The problem with quoting from this extraordinary chapter first, even though logically I should as it comes first in the novel, is that what Steiner -- a literary critic, teacher, and philosopher by profession -- does with it, or appears to do with it, or maybe should have fully intended to do with it, without qualifications, is pre-refute what comes later, in the last chapter. That's the chapter where Hitler tells his side of things, defends himself (eloquently, even), where Hitler is given the last word. Leiber's message, it is implied, was not received by his men, and after the death, from fever, of one of them, and a general crumbling of spirit, it is decided that before all the powers of the globe swoop down upon them and take Hitler away, an honest accounting of his crimes, a genuine trial, must be held, there, in the jungle. And so it is, and, in the last chapter, Hitler overwhelms all procedure, and speaks his mind. This is the sort of thing Steiner gives Hitler to say: . 

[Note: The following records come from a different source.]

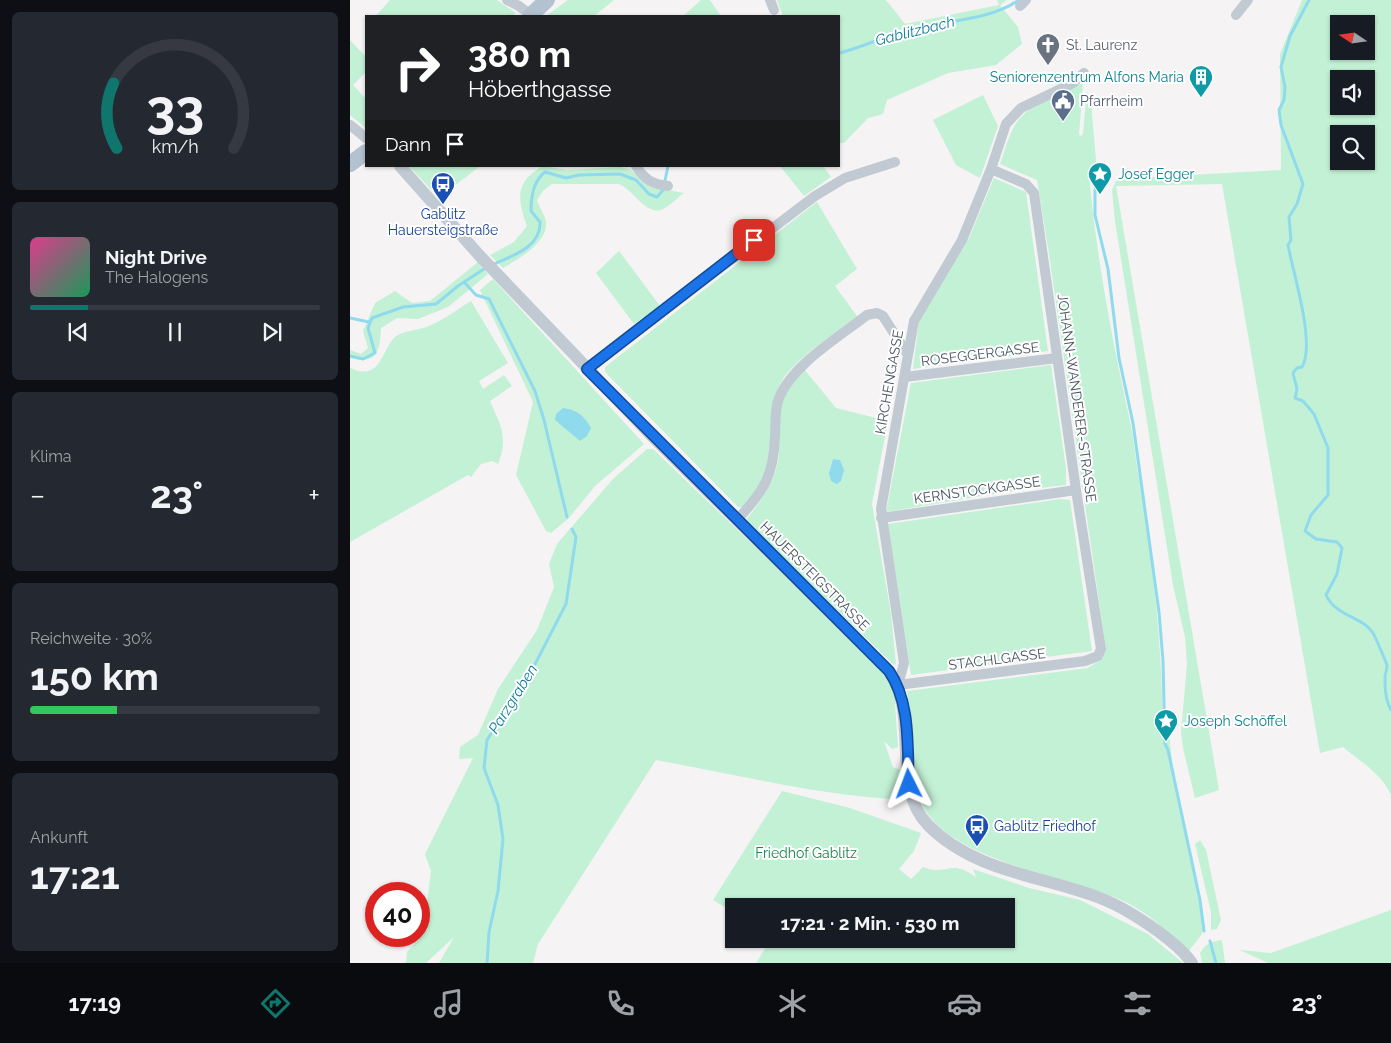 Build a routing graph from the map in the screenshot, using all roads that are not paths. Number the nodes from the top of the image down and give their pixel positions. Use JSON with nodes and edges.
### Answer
{"nodes":[{"id":1,"x":507,"y":0,"type":"edge"},
{"id":2,"x":547,"y":0,"type":"edge"},
{"id":3,"x":1248,"y":0,"type":"edge"},
{"id":4,"x":530,"y":15,"type":"edge"},
{"id":5,"x":532,"y":15,"type":"edge"},
{"id":6,"x":1236,"y":16,"type":"dead end"},
{"id":7,"x":1084,"y":73,"type":"dead end"},
{"id":8,"x":350,"y":125,"type":"edge"},
{"id":9,"x":365,"y":137,"type":"edge"},
{"id":10,"x":365,"y":153,"type":"edge"},
{"id":11,"x":895,"y":162,"type":"dead end"},
{"id":12,"x":350,"y":164,"type":"edge"},
{"id":13,"x":401,"y":167,"type":"edge"},
{"id":14,"x":637,"y":167,"type":"edge"},
{"id":15,"x":991,"y":169,"type":"junction"},
{"id":16,"x":664,"y":185,"type":"dead end"},
{"id":17,"x":908,"y":355,"type":"junction"},
{"id":18,"x":1057,"y":358,"type":"junction"},
{"id":19,"x":587,"y":369,"type":"junction"},
{"id":20,"x":906,"y":376,"type":"junction"},
{"id":21,"x":1076,"y":490,"type":"junction"},
{"id":22,"x":881,"y":518,"type":"junction"},
{"id":23,"x":737,"y":520,"type":"junction"},
{"id":24,"x":1098,"y":656,"type":"joint"},
{"id":25,"x":898,"y":685,"type":"junction"},
{"id":26,"x":1192,"y":963,"type":"edge"}],
"edges":[{"from":1,"to":4,"type":"street"},
{"from":2,"to":5,"type":"main road"},
{"from":3,"to":6,"type":"street"},
{"from":7,"to":15,"type":"street","name":"KIRCHENGASSE"},
{"from":8,"to":9,"type":"street"},
{"from":10,"to":12,"type":"main road"},
{"from":11,"to":19,"type":"street"},
{"from":13,"to":19,"type":"street","name":"HAUERSTEIGSTRASSE"},
{"from":14,"to":16,"type":"street"},
{"from":15,"to":17,"type":"street","name":"KIRCHENGASSE"},
{"from":15,"to":18,"type":"street","name":"JOHANN-WANDERER-STRASSE"},
{"from":17,"to":20,"type":"street","name":"KIRCHENGASSE"},
{"from":17,"to":23,"type":"street"},
{"from":18,"to":20,"type":"street","name":"ROSEGGERGASSE"},
{"from":18,"to":21,"type":"street","name":"JOHANN-WANDERER-STRASSE"},
{"from":19,"to":23,"type":"street","name":"HAUERSTEIGSTRASSE"},
{"from":20,"to":22,"type":"street","name":"KIRCHENGASSE"},
{"from":21,"to":22,"type":"street","name":"KERNSTOCKGASSE"},
{"from":21,"to":24,"type":"street","name":"JOHANN-WANDERER-STRASSE"},
{"from":22,"to":25,"type":"street","name":"KIRCHENGASSE"},
{"from":23,"to":25,"type":"street","name":"HAUERSTEIGSTRASSE"},
{"from":24,"to":25,"type":"street","name":"STACHLGASSE"},
{"from":25,"to":26,"type":"street","name":"HAUERSTEIGSTRASSE"}]} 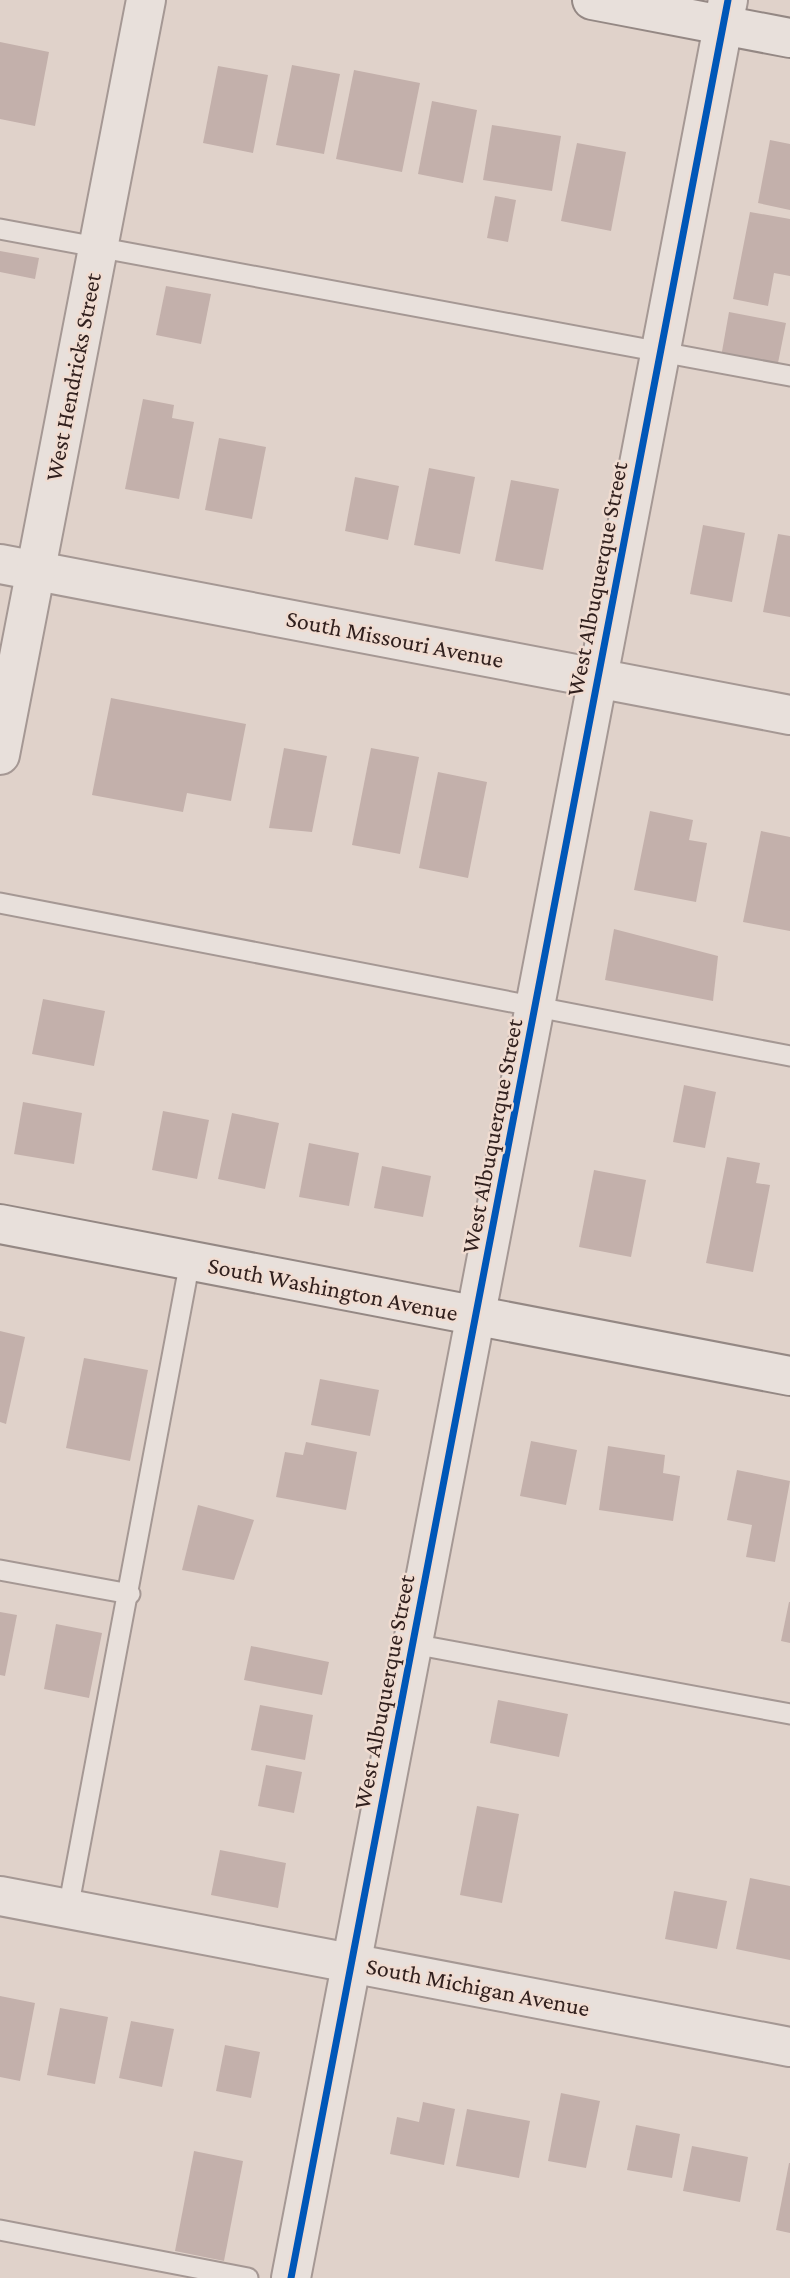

[I learned f]rom you. Everything. To set a race apart. To keep it from defilement. To hold before it a promised land. To scour that land of its inhabitants or place them in servitude. Your beliefs. Your arrogance...My "Superman"? Second-hand stuff. Rosenberg's philosophic garbage...My racism was a parody of yours, a hungry imitation. What is a thousand-year Reich compared with the eternity of Zion? Perhaps I was the false Messiah sent before. Judge me and you must judge yourselves. Übermenschen, chosen ones!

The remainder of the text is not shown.